- _WHAT IS REQUIRED_
Each line holding the string "Castle" is to be copied from the data.

[Saved entries]
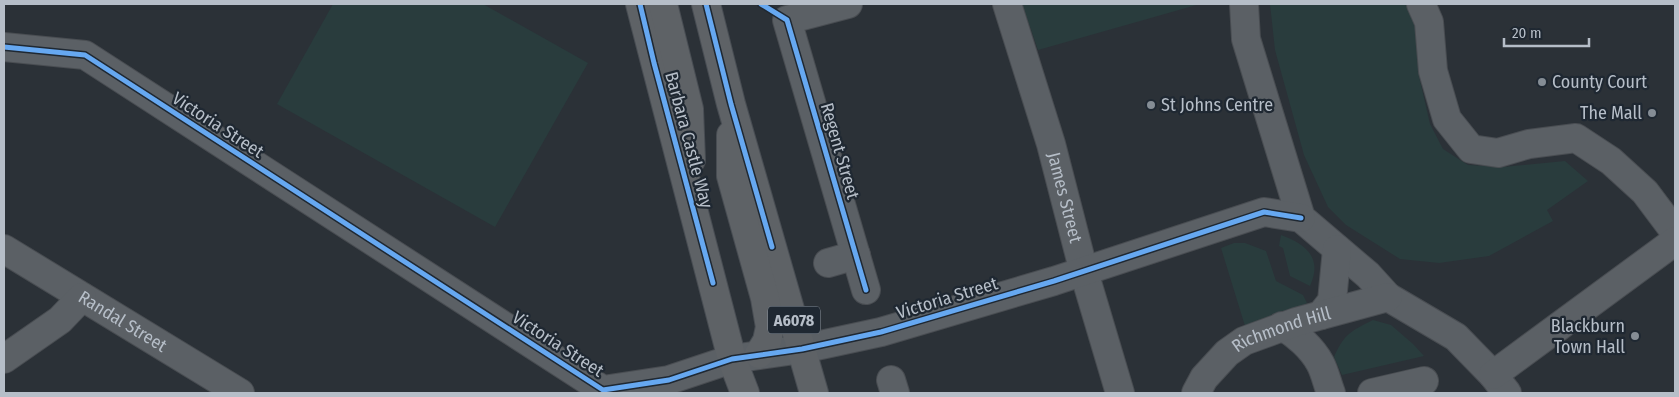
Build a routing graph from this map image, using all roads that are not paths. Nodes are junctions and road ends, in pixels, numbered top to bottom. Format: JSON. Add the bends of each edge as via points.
{"nodes":[{"id":1,"x":640,"y":4,"type":"edge"},
{"id":2,"x":663,"y":4,"type":"edge"},
{"id":3,"x":706,"y":4,"type":"edge"},
{"id":4,"x":848,"y":4,"type":"edge"},
{"id":5,"x":1007,"y":4,"type":"edge"},
{"id":6,"x":1244,"y":4,"type":"edge"},
{"id":7,"x":1421,"y":4,"type":"edge"},
{"id":8,"x":4,"y":47,"type":"edge"},
{"id":9,"x":731,"y":104,"type":"junction"},
{"id":10,"x":693,"y":209,"type":"junction"},
{"id":11,"x":1302,"y":218,"type":"junction"},
{"id":12,"x":1675,"y":232,"type":"edge"},
{"id":13,"x":1675,"y":241,"type":"edge"},
{"id":14,"x":1337,"y":248,"type":"junction"},
{"id":15,"x":4,"y":249,"type":"edge"},
{"id":16,"x":856,"y":256,"type":"junction"},
{"id":17,"x":828,"y":264,"type":"dead end"},
{"id":18,"x":1084,"y":272,"type":"junction"},
{"id":19,"x":866,"y":290,"type":"dead end"},
{"id":20,"x":82,"y":297,"type":"junction"},
{"id":21,"x":1388,"y":297,"type":"junction"},
{"id":22,"x":1321,"y":315,"type":"junction"},
{"id":23,"x":1282,"y":326,"type":"junction"},
{"id":24,"x":802,"y":349,"type":"junction"},
{"id":25,"x":759,"y":354,"type":"junction"},
{"id":26,"x":732,"y":358,"type":"junction"},
{"id":27,"x":4,"y":359,"type":"edge"},
{"id":28,"x":1424,"y":381,"type":"dead end"},
{"id":29,"x":1500,"y":384,"type":"edge"},
{"id":30,"x":602,"y":392,"type":"edge"},
{"id":31,"x":240,"y":393,"type":"edge"},
{"id":32,"x":745,"y":393,"type":"edge"},
{"id":33,"x":814,"y":393,"type":"edge"},
{"id":34,"x":1120,"y":393,"type":"edge"},
{"id":35,"x":1196,"y":393,"type":"edge"},
{"id":36,"x":1331,"y":393,"type":"edge"},
{"id":37,"x":1372,"y":393,"type":"edge"}],
"edges":[{"from":1,"to":10,"type":"highway","name":"Barbara Castle Way"},
{"from":2,"to":10,"type":"highway","via":[[689,110]]},
{"from":3,"to":9,"type":"highway","number":"A6078"},
{"from":4,"to":16,"type":"street","name":"Regent Street","via":[[787,20]]},
{"from":5,"to":18,"type":"street","name":"James Street","via":[[1051,144]]},
{"from":6,"to":11,"type":"street","via":[[1246,39]]},
{"from":7,"to":12,"type":"street","via":[[1429,22],[1433,71],[1447,119],[1471,149],[1498,153],[1529,144],[1576,138],[1611,161],[1645,192]]},
{"from":8,"to":30,"type":"street","name":"Victoria Street","via":[[85,55]]},
{"from":9,"to":24,"type":"highway","number":"A6078"},
{"from":9,"to":25,"type":"highway","number":"A6078","via":[[731,176],[765,298],[770,328]]},
{"from":10,"to":26,"type":"highway","name":"Barbara Castle Way"},
{"from":11,"to":14,"type":"street"},
{"from":11,"to":18,"type":"street","name":"Victoria Street","via":[[1264,212]]},
{"from":13,"to":29,"type":"street"},
{"from":14,"to":21,"type":"street"},
{"from":14,"to":22,"type":"street","via":[[1332,301]]},
{"from":15,"to":20,"type":"street","name":"Randal Street"},
{"from":16,"to":17,"type":"street"},
{"from":16,"to":19,"type":"street","name":"Regent Street"},
{"from":18,"to":24,"type":"street","name":"Victoria Street","via":[[881,332]]},
{"from":18,"to":34,"type":"street","name":"James Street"},
{"from":20,"to":27,"type":"street","via":[[60,320]]},
{"from":20,"to":31,"type":"street","name":"Randal Street"},
{"from":21,"to":22,"type":"street","name":"Richmond Hill"},
{"from":21,"to":29,"type":"street","via":[[1456,337]]},
{"from":22,"to":23,"type":"street","name":"Richmond Hill"},
{"from":23,"to":35,"type":"street","name":"Richmond Hill","via":[[1244,341],[1227,353],[1204,378]]},
{"from":23,"to":36,"type":"street","via":[[1307,346],[1320,362]]},
{"from":24,"to":25,"type":"street","name":"Victoria Street"},
{"from":24,"to":33,"type":"highway","number":"A6078"},
{"from":25,"to":26,"type":"street","name":"Victoria Street"},
{"from":26,"to":30,"type":"street","name":"Victoria Street","via":[[669,380]]},
{"from":26,"to":32,"type":"highway","name":"Barbara Castle Way"},
{"from":28,"to":37,"type":"street"}]}
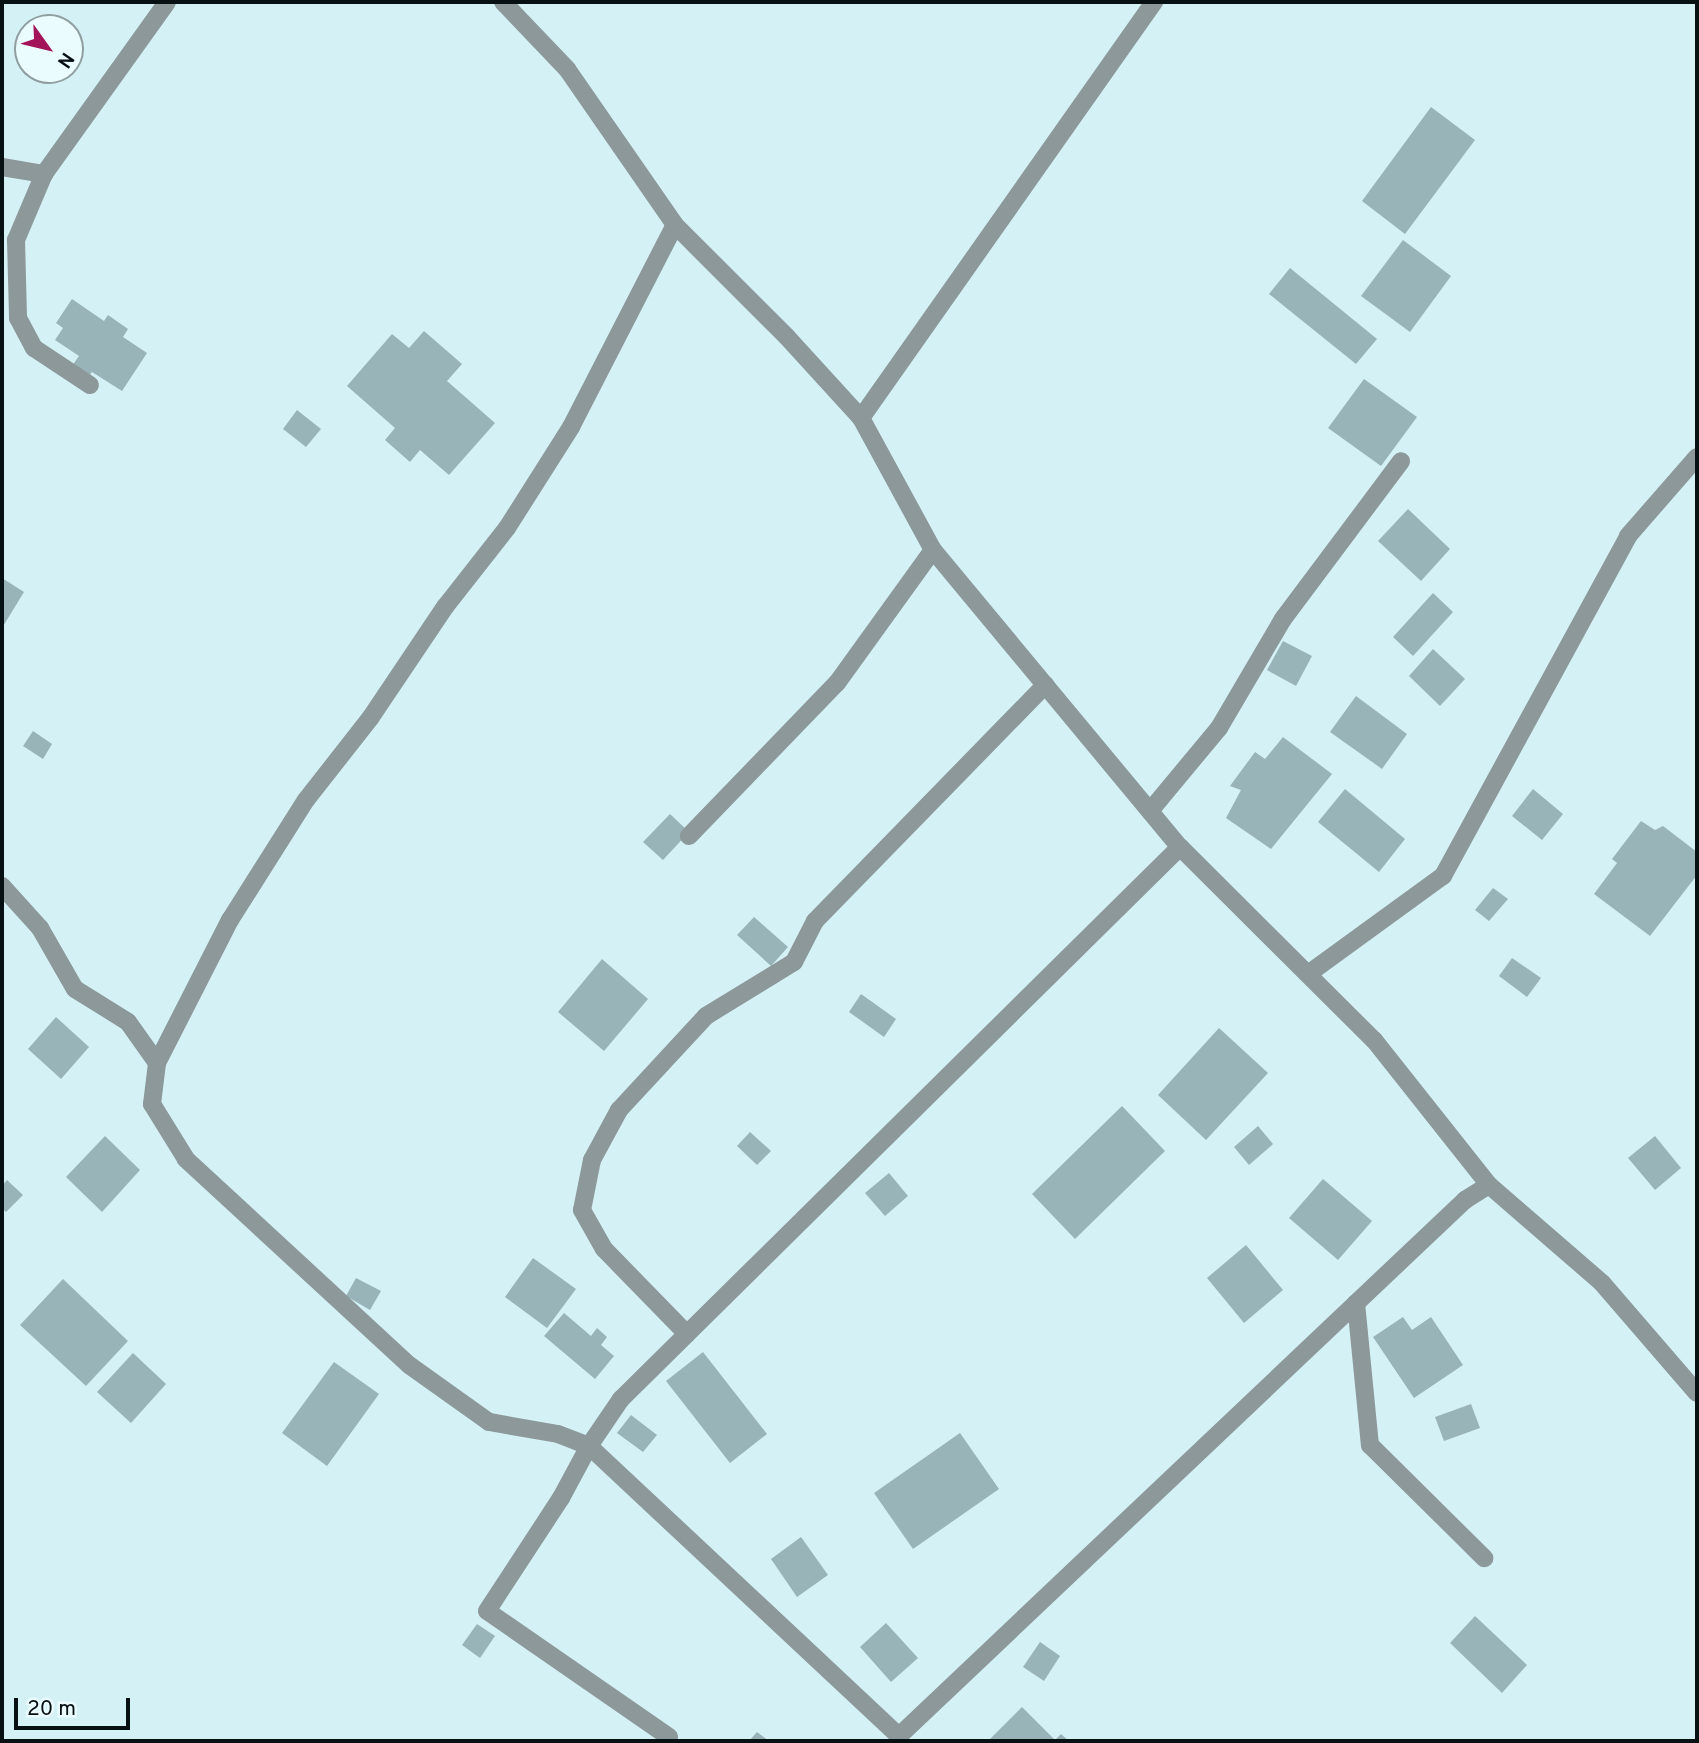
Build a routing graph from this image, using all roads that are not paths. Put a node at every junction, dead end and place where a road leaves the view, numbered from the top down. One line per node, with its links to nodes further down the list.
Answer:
1 (167, 2): 5 (street)
2 (503, 2): 6 (street)
3 (1154, 2): 8 (street)
4 (2, 167): 5 (street)
5 (44, 174): 7 (street)
6 (676, 225): 8 (street); 18 (street)
7 (90, 385)
8 (861, 418): 11 (street)
9 (1697, 457): 17 (street)
10 (1401, 461): 13 (street)
11 (933, 550): 12 (street); 14 (street)
12 (1045, 684): 13 (street); 21 (street)
13 (1150, 811): 15 (street)
14 (689, 836)
15 (1180, 847): 17 (street); 21 (street)
16 (2, 886): 18 (street)
17 (1307, 974): 19 (street)
18 (157, 1063): 23 (street)
19 (1489, 1185): 20 (street); 22 (street)
20 (1356, 1303): 23 (street); 24 (street)
21 (687, 1334): 23 (street)
22 (1697, 1393)
23 (589, 1446): 25 (street)
24 (1484, 1558)
25 (667, 1741)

- _RESPONSE TO THIS TASK_
"edges":[{"from":1,"to":10,"type":"highway","name":"Barbara Castle Way"},
{"from":10,"to":26,"type":"highway","name":"Barbara Castle Way"},
{"from":26,"to":32,"type":"highway","name":"Barbara Castle Way"},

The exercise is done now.